Au départ, je t’avais choisi pour une raison totalement dénuée de noblesse : le cuir sombre, ça ne craint pas le vomi d’enfant. Nous emménagions dans l’appartement que nous venions d’acheter, avec notre petit garçon de 18 mois, et je m’inventais le nid idéal pour cette famille en construction. Le canapé en cuir, tout un symbole.

Depuis, tu m’accompagnes…

Te souviens tu des heures alitées, le ventre qui tire, la forme d’un pied minuscule qu’on devine sous la peau ? Ce retour à la maison, une toute petite fille dans les bras, s’asseoir tous les trois pour la contempler.

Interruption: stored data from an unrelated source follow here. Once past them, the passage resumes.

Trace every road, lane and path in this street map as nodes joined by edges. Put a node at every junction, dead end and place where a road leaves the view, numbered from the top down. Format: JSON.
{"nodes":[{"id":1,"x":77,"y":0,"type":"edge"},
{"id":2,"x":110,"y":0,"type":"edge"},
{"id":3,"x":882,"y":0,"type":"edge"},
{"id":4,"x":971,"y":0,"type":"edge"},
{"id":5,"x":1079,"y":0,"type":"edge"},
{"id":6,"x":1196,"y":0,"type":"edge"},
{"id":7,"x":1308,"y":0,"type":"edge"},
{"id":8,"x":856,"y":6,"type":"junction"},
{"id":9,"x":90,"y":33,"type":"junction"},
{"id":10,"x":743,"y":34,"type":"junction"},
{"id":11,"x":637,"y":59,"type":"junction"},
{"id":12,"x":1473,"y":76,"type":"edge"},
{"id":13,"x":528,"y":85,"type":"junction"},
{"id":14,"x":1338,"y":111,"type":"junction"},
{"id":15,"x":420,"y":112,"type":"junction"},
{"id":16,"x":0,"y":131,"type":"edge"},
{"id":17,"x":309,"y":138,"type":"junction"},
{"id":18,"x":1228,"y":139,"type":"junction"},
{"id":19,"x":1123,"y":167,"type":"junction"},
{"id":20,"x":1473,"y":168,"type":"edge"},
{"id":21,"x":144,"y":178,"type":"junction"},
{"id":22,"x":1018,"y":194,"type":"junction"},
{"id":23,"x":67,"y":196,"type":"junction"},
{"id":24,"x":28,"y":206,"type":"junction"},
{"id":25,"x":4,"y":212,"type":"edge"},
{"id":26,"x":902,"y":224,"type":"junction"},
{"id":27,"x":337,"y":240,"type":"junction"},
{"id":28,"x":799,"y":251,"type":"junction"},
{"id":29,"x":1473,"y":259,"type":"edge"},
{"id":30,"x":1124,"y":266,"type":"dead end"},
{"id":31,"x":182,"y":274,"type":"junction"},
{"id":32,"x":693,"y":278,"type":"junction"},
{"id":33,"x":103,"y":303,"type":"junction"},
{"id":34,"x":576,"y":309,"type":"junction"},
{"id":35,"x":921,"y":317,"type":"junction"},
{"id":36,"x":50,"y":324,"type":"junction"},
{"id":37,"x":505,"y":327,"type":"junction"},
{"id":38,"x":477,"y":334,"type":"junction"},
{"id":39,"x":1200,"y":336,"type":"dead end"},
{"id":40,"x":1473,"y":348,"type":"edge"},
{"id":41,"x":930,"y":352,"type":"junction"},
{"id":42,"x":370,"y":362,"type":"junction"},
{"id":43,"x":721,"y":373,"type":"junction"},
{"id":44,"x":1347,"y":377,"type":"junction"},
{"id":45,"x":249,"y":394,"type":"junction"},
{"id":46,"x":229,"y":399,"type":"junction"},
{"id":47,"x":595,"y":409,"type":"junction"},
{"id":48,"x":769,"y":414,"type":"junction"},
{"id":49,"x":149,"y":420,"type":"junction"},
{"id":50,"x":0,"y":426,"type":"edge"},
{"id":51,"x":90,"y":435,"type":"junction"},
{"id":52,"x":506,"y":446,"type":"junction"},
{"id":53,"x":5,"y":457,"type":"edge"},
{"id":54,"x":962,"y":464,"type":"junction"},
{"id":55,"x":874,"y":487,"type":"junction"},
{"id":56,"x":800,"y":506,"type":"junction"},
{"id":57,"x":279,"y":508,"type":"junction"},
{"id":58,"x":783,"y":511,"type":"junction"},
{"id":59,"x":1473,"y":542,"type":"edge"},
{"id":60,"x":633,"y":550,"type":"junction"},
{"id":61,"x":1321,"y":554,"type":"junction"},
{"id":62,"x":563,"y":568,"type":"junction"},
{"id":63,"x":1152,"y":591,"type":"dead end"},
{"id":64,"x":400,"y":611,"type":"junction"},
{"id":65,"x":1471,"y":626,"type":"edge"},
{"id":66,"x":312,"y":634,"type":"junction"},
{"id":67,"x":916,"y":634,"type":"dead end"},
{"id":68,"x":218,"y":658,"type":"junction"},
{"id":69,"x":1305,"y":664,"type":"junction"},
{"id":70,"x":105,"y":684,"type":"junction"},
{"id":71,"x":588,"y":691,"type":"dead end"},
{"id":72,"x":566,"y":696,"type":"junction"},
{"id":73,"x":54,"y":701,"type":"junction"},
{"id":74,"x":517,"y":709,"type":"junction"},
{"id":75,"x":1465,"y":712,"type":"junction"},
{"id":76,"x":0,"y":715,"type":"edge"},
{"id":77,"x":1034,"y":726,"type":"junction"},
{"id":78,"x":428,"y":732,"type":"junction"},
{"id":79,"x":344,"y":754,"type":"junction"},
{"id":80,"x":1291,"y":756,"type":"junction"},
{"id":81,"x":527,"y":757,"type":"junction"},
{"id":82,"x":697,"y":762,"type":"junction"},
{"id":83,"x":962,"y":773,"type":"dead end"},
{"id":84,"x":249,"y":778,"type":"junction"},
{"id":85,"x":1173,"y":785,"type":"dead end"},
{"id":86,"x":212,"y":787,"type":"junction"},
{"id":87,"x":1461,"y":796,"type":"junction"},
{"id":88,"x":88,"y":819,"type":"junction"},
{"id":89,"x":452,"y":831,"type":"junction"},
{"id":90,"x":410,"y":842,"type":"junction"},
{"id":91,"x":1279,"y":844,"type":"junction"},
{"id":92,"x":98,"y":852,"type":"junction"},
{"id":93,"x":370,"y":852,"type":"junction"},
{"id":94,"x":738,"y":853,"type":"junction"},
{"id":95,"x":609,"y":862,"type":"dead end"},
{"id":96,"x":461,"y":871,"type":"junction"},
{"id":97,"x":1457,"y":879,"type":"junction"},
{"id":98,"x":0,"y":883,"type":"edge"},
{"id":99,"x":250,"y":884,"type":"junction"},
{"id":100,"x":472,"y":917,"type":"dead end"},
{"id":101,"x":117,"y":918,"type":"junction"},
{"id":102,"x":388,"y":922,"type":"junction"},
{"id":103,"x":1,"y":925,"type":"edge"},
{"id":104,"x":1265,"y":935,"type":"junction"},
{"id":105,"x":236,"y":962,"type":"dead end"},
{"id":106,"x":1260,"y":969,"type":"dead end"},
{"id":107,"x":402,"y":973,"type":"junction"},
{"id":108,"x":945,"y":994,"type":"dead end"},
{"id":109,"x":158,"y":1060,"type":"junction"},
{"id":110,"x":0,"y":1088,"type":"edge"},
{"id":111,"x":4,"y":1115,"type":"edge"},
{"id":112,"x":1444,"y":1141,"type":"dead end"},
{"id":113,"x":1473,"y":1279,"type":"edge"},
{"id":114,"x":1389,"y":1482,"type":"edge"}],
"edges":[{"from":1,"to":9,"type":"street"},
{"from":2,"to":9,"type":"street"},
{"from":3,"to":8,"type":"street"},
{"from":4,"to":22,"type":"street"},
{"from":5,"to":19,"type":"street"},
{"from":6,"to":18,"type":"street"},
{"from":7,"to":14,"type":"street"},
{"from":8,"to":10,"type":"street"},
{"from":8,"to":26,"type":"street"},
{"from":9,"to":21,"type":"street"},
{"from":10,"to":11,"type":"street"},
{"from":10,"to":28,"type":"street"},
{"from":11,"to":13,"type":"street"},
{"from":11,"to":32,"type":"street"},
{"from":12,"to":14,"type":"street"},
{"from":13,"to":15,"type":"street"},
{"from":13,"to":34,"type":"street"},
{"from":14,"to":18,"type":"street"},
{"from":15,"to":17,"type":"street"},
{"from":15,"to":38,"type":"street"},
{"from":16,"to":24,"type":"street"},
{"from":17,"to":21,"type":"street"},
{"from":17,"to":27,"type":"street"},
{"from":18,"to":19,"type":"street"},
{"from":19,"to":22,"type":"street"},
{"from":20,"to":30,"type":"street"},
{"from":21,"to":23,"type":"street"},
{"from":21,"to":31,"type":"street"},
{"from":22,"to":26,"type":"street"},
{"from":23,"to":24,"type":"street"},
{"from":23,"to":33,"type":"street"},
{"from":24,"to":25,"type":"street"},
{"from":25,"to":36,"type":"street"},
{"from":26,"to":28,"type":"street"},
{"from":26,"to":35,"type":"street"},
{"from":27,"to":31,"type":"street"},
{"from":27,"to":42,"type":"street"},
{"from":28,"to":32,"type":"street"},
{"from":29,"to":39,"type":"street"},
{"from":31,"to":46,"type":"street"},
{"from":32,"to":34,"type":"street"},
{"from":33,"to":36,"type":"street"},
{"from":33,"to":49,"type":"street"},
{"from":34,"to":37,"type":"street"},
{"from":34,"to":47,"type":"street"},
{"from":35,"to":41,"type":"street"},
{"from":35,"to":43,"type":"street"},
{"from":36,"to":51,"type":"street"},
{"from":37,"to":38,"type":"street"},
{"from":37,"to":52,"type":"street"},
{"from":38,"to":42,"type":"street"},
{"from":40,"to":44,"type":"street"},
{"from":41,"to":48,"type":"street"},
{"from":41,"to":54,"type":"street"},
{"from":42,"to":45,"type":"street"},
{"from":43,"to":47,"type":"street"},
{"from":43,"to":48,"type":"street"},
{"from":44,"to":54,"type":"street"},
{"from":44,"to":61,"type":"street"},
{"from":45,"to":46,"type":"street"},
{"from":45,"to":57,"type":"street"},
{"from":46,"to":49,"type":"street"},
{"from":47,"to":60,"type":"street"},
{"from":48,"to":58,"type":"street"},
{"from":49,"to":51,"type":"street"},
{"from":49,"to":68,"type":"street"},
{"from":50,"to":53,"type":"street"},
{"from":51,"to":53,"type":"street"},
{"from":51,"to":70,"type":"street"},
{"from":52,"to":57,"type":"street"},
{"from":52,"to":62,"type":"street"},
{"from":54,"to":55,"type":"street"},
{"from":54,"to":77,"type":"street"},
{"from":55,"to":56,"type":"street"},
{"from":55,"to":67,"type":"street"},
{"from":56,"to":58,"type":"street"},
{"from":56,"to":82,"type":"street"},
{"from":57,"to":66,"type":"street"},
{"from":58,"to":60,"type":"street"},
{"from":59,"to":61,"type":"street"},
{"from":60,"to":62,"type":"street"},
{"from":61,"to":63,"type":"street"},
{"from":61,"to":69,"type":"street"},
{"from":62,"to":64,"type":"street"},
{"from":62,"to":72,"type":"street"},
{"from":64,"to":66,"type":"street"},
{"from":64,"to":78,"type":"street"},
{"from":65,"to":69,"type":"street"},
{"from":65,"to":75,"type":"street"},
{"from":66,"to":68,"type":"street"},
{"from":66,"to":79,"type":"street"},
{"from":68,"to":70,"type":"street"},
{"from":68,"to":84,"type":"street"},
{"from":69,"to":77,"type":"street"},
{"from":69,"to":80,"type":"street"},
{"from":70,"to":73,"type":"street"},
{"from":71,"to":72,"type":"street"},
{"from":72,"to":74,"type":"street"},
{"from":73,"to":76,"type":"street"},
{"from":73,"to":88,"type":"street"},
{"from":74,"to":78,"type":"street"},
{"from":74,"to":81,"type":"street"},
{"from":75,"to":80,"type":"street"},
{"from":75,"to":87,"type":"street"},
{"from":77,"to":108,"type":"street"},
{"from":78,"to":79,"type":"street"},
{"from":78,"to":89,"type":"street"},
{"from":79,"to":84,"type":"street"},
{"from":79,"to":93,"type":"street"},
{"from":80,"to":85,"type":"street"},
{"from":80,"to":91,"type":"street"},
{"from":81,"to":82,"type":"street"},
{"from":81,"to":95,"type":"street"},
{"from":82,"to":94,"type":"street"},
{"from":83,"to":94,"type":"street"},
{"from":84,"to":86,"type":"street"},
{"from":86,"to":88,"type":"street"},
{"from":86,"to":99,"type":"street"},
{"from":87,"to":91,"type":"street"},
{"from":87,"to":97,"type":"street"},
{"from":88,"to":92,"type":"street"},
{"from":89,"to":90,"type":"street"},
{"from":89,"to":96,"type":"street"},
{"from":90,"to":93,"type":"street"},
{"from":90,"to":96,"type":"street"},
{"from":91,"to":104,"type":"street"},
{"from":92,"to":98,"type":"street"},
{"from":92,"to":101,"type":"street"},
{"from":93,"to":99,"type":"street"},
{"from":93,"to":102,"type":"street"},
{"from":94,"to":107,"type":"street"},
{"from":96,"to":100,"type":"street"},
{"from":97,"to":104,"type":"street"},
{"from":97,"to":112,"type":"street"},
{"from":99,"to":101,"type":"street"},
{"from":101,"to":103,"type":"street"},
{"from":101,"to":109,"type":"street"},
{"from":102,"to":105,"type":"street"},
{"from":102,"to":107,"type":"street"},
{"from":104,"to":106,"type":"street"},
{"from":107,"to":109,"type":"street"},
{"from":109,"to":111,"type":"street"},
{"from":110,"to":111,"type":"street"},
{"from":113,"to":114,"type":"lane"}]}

Ces matins pleins de biberons de chocolat et de brioche écrasée, Peppa Pig en fond sonore.

Ces nuits sans sommeil, quand le petit être hurlant a enfin rendu les armes mais qu’il semble bien présomptueux de tenter de le reposer dans son lit.

Ces apéros avec les copines où les bouteilles de vin blanc s’enchainent en même temps que les confidences.

Cette arrivée à Bordeaux, “on va prendre l’appart’ de Saint Genès, on ne pourra jamais monter le canapé dans celui des Chartrons”.

Ces dîners devant la télé, à s’agacer contre un politique ou à s’amuser des facéties d’un humoriste.

Ces moments, le soir, quand ils dorment enfin, se poser sur tes coussins tendres, un plaid sur les genoux et ma tête au creux de son épaule.

Puis…

Ces soirs d’amertume, la certitude au fond des tripes, la fin qui rôde.

Cette nouvelle maison, cette nouvelle vie.

Ces après-midi de rien à binge watcher Netflix en retour de cuite tandis que le pluie tambourine sur le velux.

Puis…

Ce premier baiser, le consentement timidement vérifié, avant la douceur.

Ces retrouvailles lubriques, après quelques jours ou seulement quelques heures, quand la chambre est trop loin et le désir trop brûlant.

Et toujours ces enfants malades qui viennent trouver refuge sous une couverture, et ces piles de linge propre à plier. La vie, quoi.